WORK TO COMPLETE »
State, as a number alone, how many lines of the entries contain the word "Kauila".

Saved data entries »
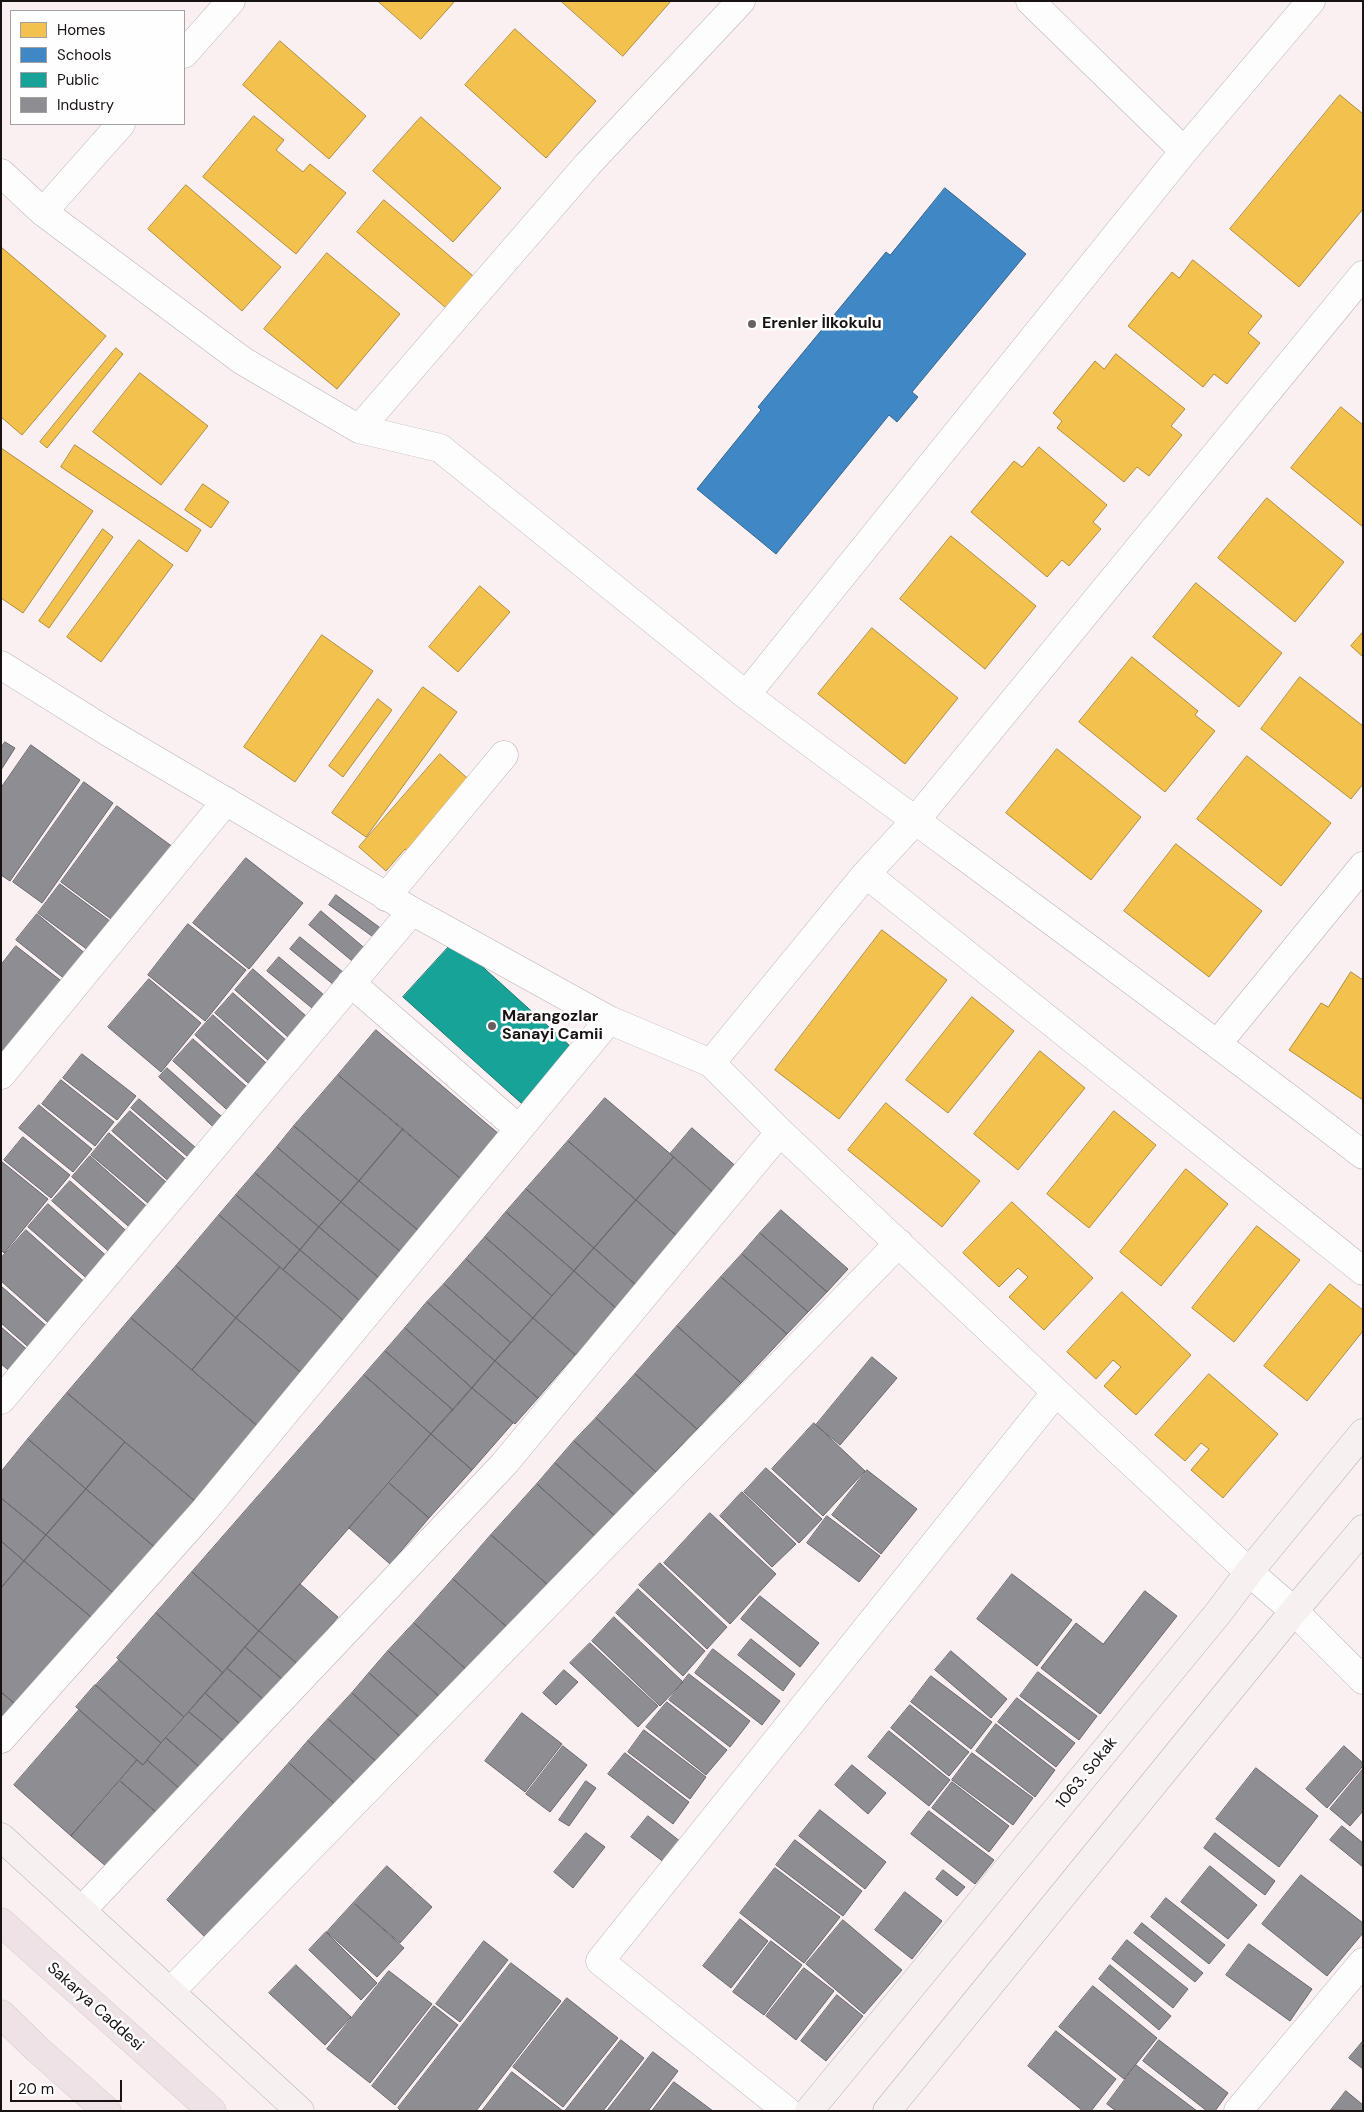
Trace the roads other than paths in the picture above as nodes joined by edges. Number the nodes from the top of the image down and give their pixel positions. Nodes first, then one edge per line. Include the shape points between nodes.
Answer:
1 (231, 1) edge
2 (741, 1) edge
3 (1030, 1) edge
4 (1311, 1) edge
5 (185, 53) edge
6 (121, 125) edge
7 (1184, 151) junction
8 (1, 173) edge
9 (43, 212) junction
10 (1363, 275) edge
11 (359, 429) junction
12 (1, 665) edge
13 (746, 695) junction
14 (504, 755) dead end
15 (226, 801) junction
16 (915, 821) junction
17 (1363, 866) edge
18 (866, 874) junction
19 (386, 897) junction
20 (412, 912) junction
21 (351, 983) junction
22 (609, 1020) junction
23 (1218, 1043) junction
24 (711, 1062) junction
25 (1, 1075) edge
26 (519, 1129) junction
27 (780, 1132) junction
28 (1363, 1155) edge
29 (898, 1243) junction
30 (1363, 1271) edge
31 (1056, 1392) junction
32 (1, 1400) edge
33 (1363, 1433) edge
34 (1363, 1529) edge
35 (1249, 1572) junction
36 (1294, 1611) junction
37 (1363, 1680) edge
38 (1, 1740) edge
39 (1, 1837) edge
40 (82, 1910) junction
41 (1, 1922) edge
42 (1363, 1962) edge
43 (171, 1991) junction
44 (1, 2014) edge
45 (107, 2111) edge
46 (212, 2111) edge
47 (300, 2111) edge
48 (787, 2111) edge
49 (809, 2111) edge
50 (888, 2111) edge
51 (1238, 2111) edge

1 - 5 street
2 - 11 street via 588,164
3 - 7 street
4 - 7 street
6 - 9 street
7 - 13 street
8 - 9 street
9 - 11 street via 243,361
10 - 16 street
11 - 13 street via 440,448
12 - 15 street
13 - 16 street
14 - 19 street
15 - 19 street
15 - 25 street
16 - 18 street
16 - 23 street
17 - 23 street
18 - 24 street
18 - 30 street
19 - 20 street
20 - 21 street
20 - 22 street
21 - 26 street
21 - 32 street
22 - 24 street
22 - 26 street
23 - 28 street
24 - 27 street
26 - 38 street via 204,1512
27 - 29 street
27 - 40 street via 504,1464
29 - 31 street
29 - 43 street
31 - 35 street
31 - 48 street via 600,1961
33 - 35 main road, 1063. Sokak
34 - 36 main road
35 - 36 street
35 - 49 main road, 1063. Sokak
36 - 37 street
36 - 50 main road
39 - 40 main road
40 - 43 main road
41 - 46 main road, Sakarya Caddesi
42 - 51 street
43 - 47 main road
44 - 45 main road

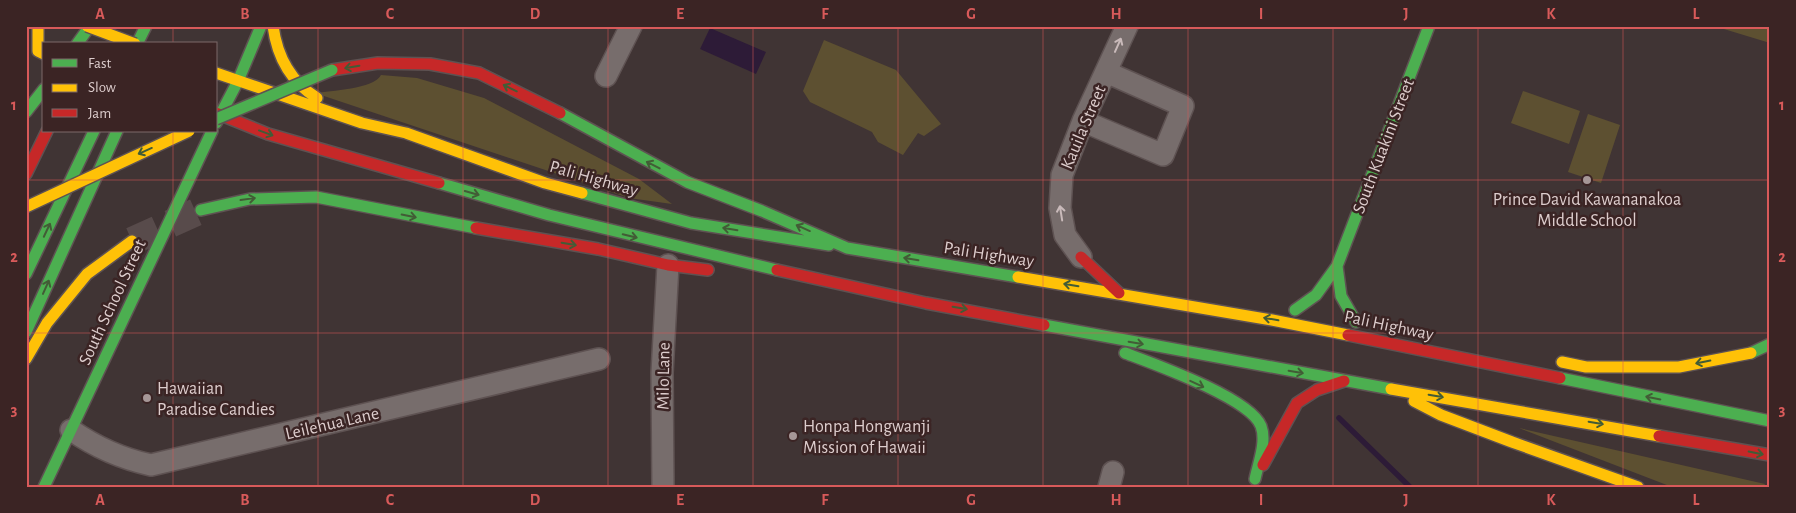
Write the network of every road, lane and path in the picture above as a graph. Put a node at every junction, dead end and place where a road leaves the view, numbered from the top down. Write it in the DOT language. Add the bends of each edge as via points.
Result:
graph roads {
  1 [pos="38,26"];
  2 [pos="88,26"];
  3 [pos="99,26"];
  4 [pos="146,26"];
  5 [pos="261,26"];
  6 [pos="274,26"];
  7 [pos="631,26"];
  8 [pos="1127,26"];
  9 [pos="1429,26"];
  10 [pos="78,42"];
  11 [pos="91,42"];
  12 [pos="131,42"];
  13 [pos="137,42"];
  14 [pos="26,48"];
  15 [pos="41,53"];
  16 [pos="1106,72"];
  17 [pos="218,74"];
  18 [pos="606,76"];
  19 [pos="238,81"];
  20 [pos="42,92"];
  21 [pos="26,112"];
  22 [pos="218,115"];
  23 [pos="218,117"];
  24 [pos="218,117"];
  25 [pos="1083,121"];
  26 [pos="362,122"];
  27 [pos="47,132"];
  28 [pos="94,132"];
  29 [pos="117,132"];
  30 [pos="187,132"];
  31 [pos="212,132"];
  32 [pos="26,174"];
  33 [pos="26,207"];
  34 [pos="201,210"];
  35 [pos="132,241"];
  36 [pos="847,248"];
  37 [pos="1081,257"];
  38 [pos="668,265"];
  39 [pos="1337,266"];
  40 [pos="716,271"];
  41 [pos="26,274"];
  42 [pos="744,274"];
  43 [pos="1182,290"];
  44 [pos="878,291"];
  45 [pos="1119,294"];
  46 [pos="1168,302"];
  47 [pos="1312,313"];
  48 [pos="1339,319"];
  49 [pos="1071,331"];
  50 [pos="26,332"];
  51 [pos="1770,344"];
  52 [pos="26,359"];
  53 [pos="599,359"];
  54 [pos="1550,360"];
  55 [pos="1344,381"];
  56 [pos="1388,388"];
  57 [pos="1770,421"];
  58 [pos="71,430"];
  59 [pos="1770,455"];
  60 [pos="1253,483"];
  61 [pos="44,487"];
  62 [pos="663,487"];
  63 [pos="1638,487"];
  1 -- 15 [label="main road"];
  2 -- 10 [label="main road"];
  2 -- 12 [label="main road, bridge"];
  3 -- 11 [label="main road"];
  4 -- 13 [label="main road"];
  5 -- 19 [label="main road"];
  6 -- 26 [label="main road" via="274,37 284,64 310,95"];
  7 -- 18 [label="street"];
  16 -- 8 [label="street, Kauila Street, one-way"];
  9 -- 39 [label="main road, South Kuakini Street"];
  14 -- 15 [label="main road"];
  16 -- 25 [label="street, Kauila Street"];
  16 -- 25 [label="street" via="1183,106 1163,155"];
  17 -- 19 [label="main road, Pali Highway"];
  19 -- 22 [label="main road"];
  19 -- 26 [label="main road, Pali Highway"];
  20 -- 21 [label="main road"];
  36 -- 23 [label="main road, one-way, bridge" via="762,210 687,182 543,104 478,73 430,64 378,62 332,70"];
  24 -- 44 [label="main road, one-way" via="549,215 676,247"];
  37 -- 25 [label="street, Kauila Street, one-way" via="1066,235 1060,208 1062,175"];
  36 -- 26 [label="main road, Pali Highway, one-way" via="691,223 545,183 406,134"];
  27 -- 32 [label="main road"];
  41 -- 28 [label="main road, one-way"];
  50 -- 29 [label="main road, one-way"];
  30 -- 33 [label="main road, one-way, bridge"];
  31 -- 58 [label="main road, South School Street"];
  34 -- 38 [label="main road, one-way" via="250,199 316,197"];
  35 -- 52 [label="main road" via="87,274 47,323"];
  45 -- 36 [label="main road, Pali Highway, one-way"];
  37 -- 45 [label="main road"];
  38 -- 40 [label="main road"];
  38 -- 62 [label="street, Milo Lane" via="662,373"];
  39 -- 47 [label="main road" via="1313,299 1290,309"];
  39 -- 48 [label="main road" via="1340,293 1346,308 1361,323"];
  42 -- 44 [label="main road"];
  43 -- 46 [label="main road"];
  44 -- 49 [label="main road, one-way"];
  45 -- 46 [label="main road, Pali Highway"];
  57 -- 46 [label="main road, Pali Highway, one-way" via="1370,338"];
  49 -- 55 [label="main road, one-way"];
  49 -- 60 [label="main road, one-way" via="1160,367 1243,406 1261,425 1262,442"];
  51 -- 54 [label="main road, one-way" via="1751,353 1679,367 1586,367"];
  53 -- 58 [label="street, Leilehua Lane" via="151,465 133,461 85,440"];
  55 -- 56 [label="main road"];
  55 -- 60 [label="main road" via="1317,390 1297,404"];
  56 -- 59 [label="main road, one-way"];
  56 -- 63 [label="main road" via="1441,415"];
  58 -- 61 [label="main road, South School Street"];
}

EXERCISE SOLUTION »
3